Heute in den Feuilletons

Heute in den Feuilletons

Die kommentierte Kulturpresseschau. Wochentags um 9 Uhr, sonnabends um 10 Uhr.
01.08.2006. Wir bitte um Pardon für die Verspätung! Ein kaputtes Stromaggregat hat uns nägelkauend vor dem toten Redaktionssystem sitzen lassen. Jetzt aber: die Feuilletons von heute. In der Welt erklärt Marek Halter, warum er vor der iranischen Atombombe keine Angst hat. In der SZ erklärt Avi Primor, warum die Hassreden Ahmadinedschads gegen Israel eher die Araber nervös machen sollten. In der FR erklärt der Jurist Knut Ipsen die völkerrechtliche Situation im Libanon. In Spiegel online macht Zeruya Shalev die Hisbollah verantwortlich für die Toten von Kana. Die taz klagt über ein "gleichgeschaltetes" Salzburg. Die FAZ beobachtet, wie die katholische Vergebungslehre in die hohe Politik Italiens einzieht.

Welt, 01.08.2006

Der Holocaust-Überlebende und Schriftsteller Marek Halter, Befürworter von Friedensverhandlungen im Nahen Osten, erklärt, warum ihm im Moment so mulmig ist: "Andrei Sacharow hat zu mir gesagt, der Besitz der Atombombe sorgt dafür, dass die darüber Verfügenden mehr Verantwortung entwickeln. Die iranische Atombombe macht mir keine Angst. Vor nicht so langer Zeit wurden in Ruanda eine Million Menschen mit Macheten ermordet! In Darfur werden Hunderttausende mit Gewehren oder Stöcken getötet oder vertrieben. Angst habe ich aber vor dem erklärten Willen des Präsidenten der iranischen Republik, den Staat Israel zu zerstören. Ich gehöre einer Generation an, die schmerzlich erleben musste, was es heißt, den Äußerungen der Politiker zu glauben. Vor allem dann, wenn sie das Schlimmste ankündigen und die Massen ihnen zu folgen scheinen. Wenn also Mahmud Ahmadinedschad vor den Kameras der ganzen Welt die Israelis dazu auffordert, die Koffer zu packen, sonst würde man sie ausrotten, dann glaube ich ihm. Ich glaube ihm um so mehr, als er sich die Möglichkeit geschaffen hat, sein Ziel zu erreichen, vor allem dank seiner 'Fremdenlegion', die an der Nordgrenze von Israel Position bezogen hat, der Hisbollah."

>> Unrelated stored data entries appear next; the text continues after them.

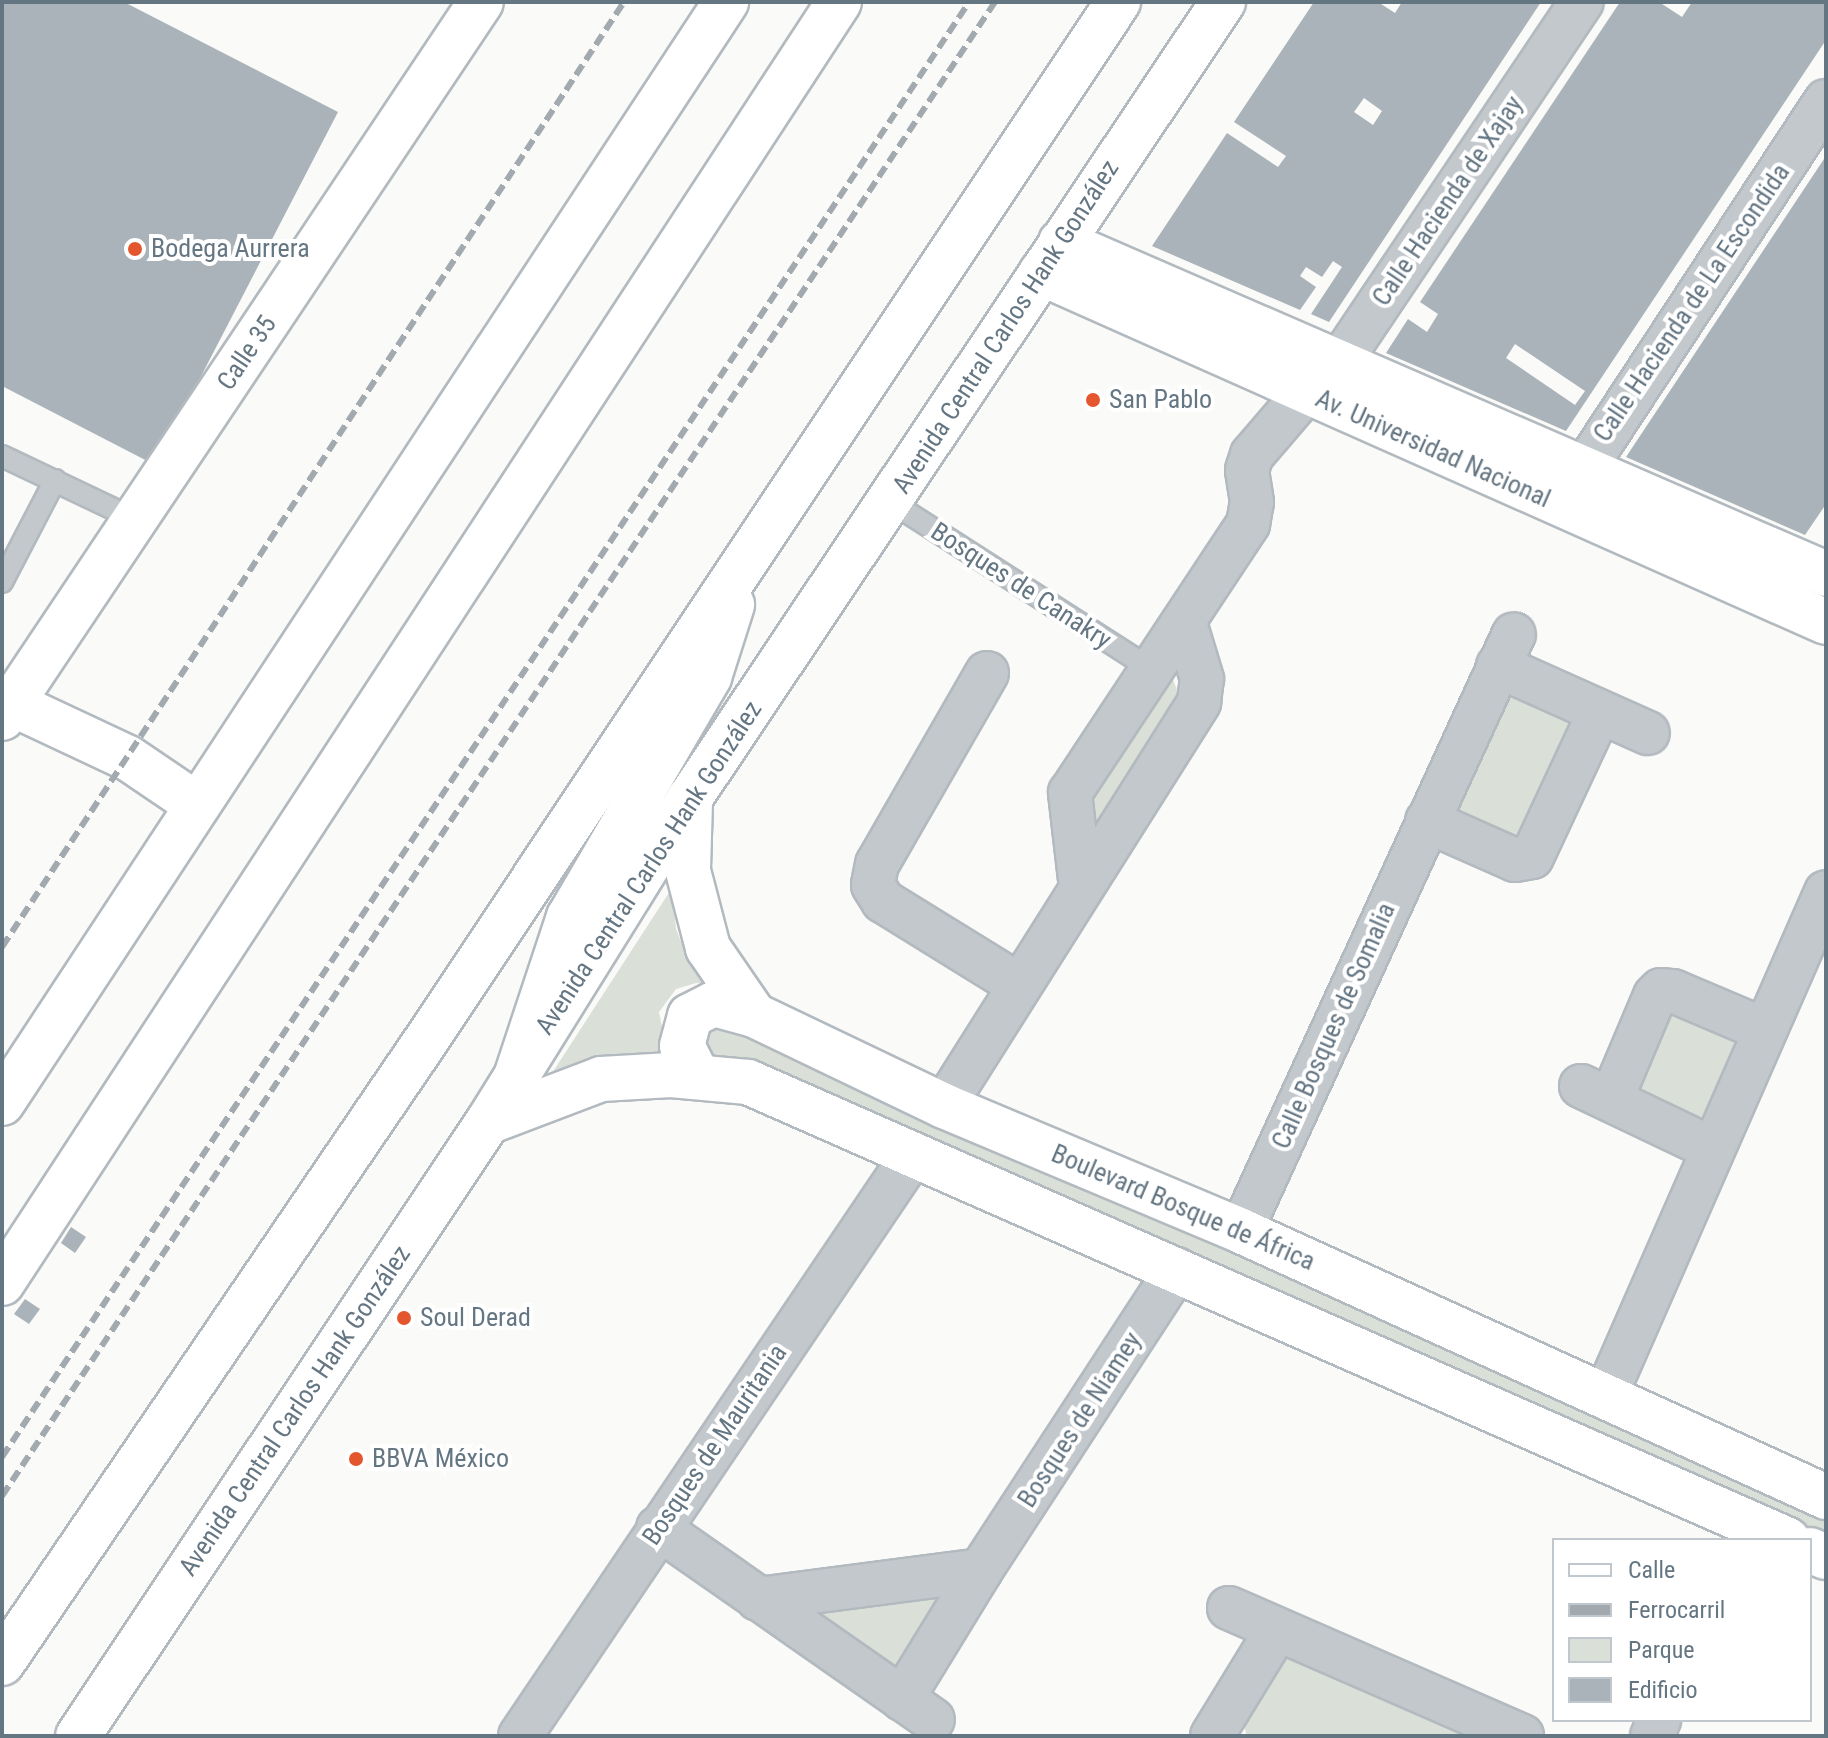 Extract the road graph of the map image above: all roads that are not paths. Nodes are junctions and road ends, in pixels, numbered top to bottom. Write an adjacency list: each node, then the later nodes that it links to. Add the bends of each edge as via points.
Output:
1 (726, 2): 28 (main road)
2 (839, 2): 44 (main road)
3 (1118, 2): 17 (main road)
4 (1223, 2): 8 (main road, Avenida Central Carlos Hank González)
5 (1582, 2): 9 (street, Calle Hacienda de Xajay)
6 (473, 4): 16 (main road, Calle 35)
7 (1826, 101): 12 (street, Calle Hacienda de La Escondida)
8 (1051, 257): 9 (main road, Av. Universidad Nacional); 10 (main road, Av. Universidad Nacional); 14 (main road, Avenida Central Carlos Hank González)
9 (1339, 363): 10 (street, Calle Hacienda de Xajay); 12 (main road, Av. Universidad Nacional)
10 (1306, 392): 15 (main road, Av. Universidad Nacional); 21 (street, via 1252,455 1247,470 1252,502 1248,524)
11 (2, 456): 13 (lane)
12 (1583, 469): 15 (street, Calle Hacienda de La Escondida); 18 (main road, Av. Universidad Nacional)
13 (55, 480): 16 (lane); 19 (lane)
14 (891, 502): 22 (lane, Bosques de Canakry); 27 (main road, Avenida Central Carlos Hank González)
15 (1561, 506): 20 (main road, Av. Universidad Nacional)
16 (137, 520): 24 (main road, Calle 35)
17 (738, 571): 35 (main road, via 729,621 709,677 569,917); 53 (main road)
18 (1825, 572)
19 (2, 582)
20 (1826, 622)
21 (1185, 623): 22 (street); 30 (street, via 1202,694)
22 (1151, 669): 30 (street, via 1070,793)
23 (987, 673): 32 (street, via 877,864 873,885 883,901)
24 (5, 707): 28 (main road, via 128,758)
25 (1599, 713): 26 (street, Calle Bosques de Somalia); 29 (street, via 1532,857 1515,860); 29 (street, Calle Bosques de Somalia, via 1506,650)
26 (1648, 733)
27 (690, 798): 33 (main road, Boulevard Bosque de África, via 688,871 708,948); 35 (main road, Avenida Central Carlos Hank González)
28 (196, 804): 37 (main road)
29 (1427, 821): 42 (street, Calle Bosques de Somalia)
30 (1081, 888): 32 (street)
31 (1826, 892): 34 (street)
32 (1019, 985): 38 (street)
33 (754, 1015): 36 (main road, via 714,1004 690,1016 682,1046); 38 (main road, Boulevard Bosque de África)
34 (1765, 1030): 40 (street); 40 (street, via 1661,990 1596,1093)
35 (516, 1077): 39 (main road, Avenida Central Carlos Hank González)
36 (698, 1077): 39 (main road, via 601,1079); 41 (main road, via 748,1082)
37 (2, 1103)
38 (944, 1106): 42 (main road, Boulevard Bosque de África)
39 (488, 1122): 54 (main road, Avenida Central Carlos Hank González)
40 (1713, 1149): 45 (street)
41 (912, 1156): 43 (main road); 47 (street, Bosques de Mauritania)
42 (1241, 1231): 45 (main road, Boulevard Bosque de África)
43 (1177, 1269): 48 (main road); 49 (street, Bosques de Niamey)
44 (2, 1283)
45 (1605, 1397): 46 (main road, Boulevard Bosque de África)
46 (1826, 1497)
47 (658, 1528): 50 (street, Bosques de Niamey); 55 (street, Bosques de Mauritania)
48 (1761, 1535)
49 (981, 1570): 50 (street); 50 (street, Bosques de Niamey, via 918,1710)
50 (758, 1599)
51 (1229, 1608): 52 (street)
52 (1277, 1630): 56 (street); 57 (street)
53 (2, 1663)
54 (78, 1736)
55 (520, 1736)
56 (1212, 1736)
57 (1522, 1736)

Weiteres: Wieland Freund bläst die Fanfaren für die 21. Auflage des Brockhaus, die mit den Bänden 25 (SHER - STAK) bis 30 (WIET - ZZ Top) im September komplettiert wird. In Rindsledervlies mit Kopfgoldschnitt, inklusive DVD und online. Peter Claus bereitet uns auf das heute beginnende Filmfestival in Locarno vor. Als einen der bizarrsten, aber kühlsten Festivalorte empfiehlt Kai Luehrs-Kaiser das Bebersee-Festival, zwei Bahnstationen hinter Wandlitz, im ehemaligen Flughafen von Groß-Dölln. Sven Felix Kellerhoff hat die Ausstellung "Mythos Troja" in München besucht. Hendrik Werner meldet, dass sich Irans Präsident Mahmud Ahmadinedschad nun auch der Reinheit der persischen Sprache verschrieben hat. Und Peter Dittmar erinnert an Siegfried Genthe, der vor gut hundert Jahren als erster deutscher Journalist nach Korea reiste.

TAZ, 01.08.2006

Besonders glücklich ist Frieder Reininghaus in der ersten Woche der Salzburger Festspiele nicht geworden: Die Musiktheatergeschichte muss nicht umgeschrieben werden: Nicht einmal von Christoph Schlingensiefs Einlagen erhofft sich Reininghaus viel: "'Chickenballs. Der Hodenpark' bleibt die trostlose alternative Verheißung im ansonsten gleichgeschalteten Salzburg. Das müsste nicht unbedingt eine Zumutung sein. Aber es schickt sich in diesem Jahr an, eine zu werden. So oder so."

Im Interview mit Alfred Hackensberger erklärt der libanesische Schriftsteller Hassan Daoud den Hisbollah-Chef Hassan Nassrallah schon jetzt zum Sieger der kriegerischen Auseinandersetzungen: "Nasrallah ist jetzt schon ein Held. In der ganzen arabischen Welt gehen die Menschen für ihn und die Hisbollah auf die Straße. Er hat ein bisschen von dem, was den ägyptischen Präsidenten Abdel-Nasser in den 50er- und 60er-Jahren auszeichnete."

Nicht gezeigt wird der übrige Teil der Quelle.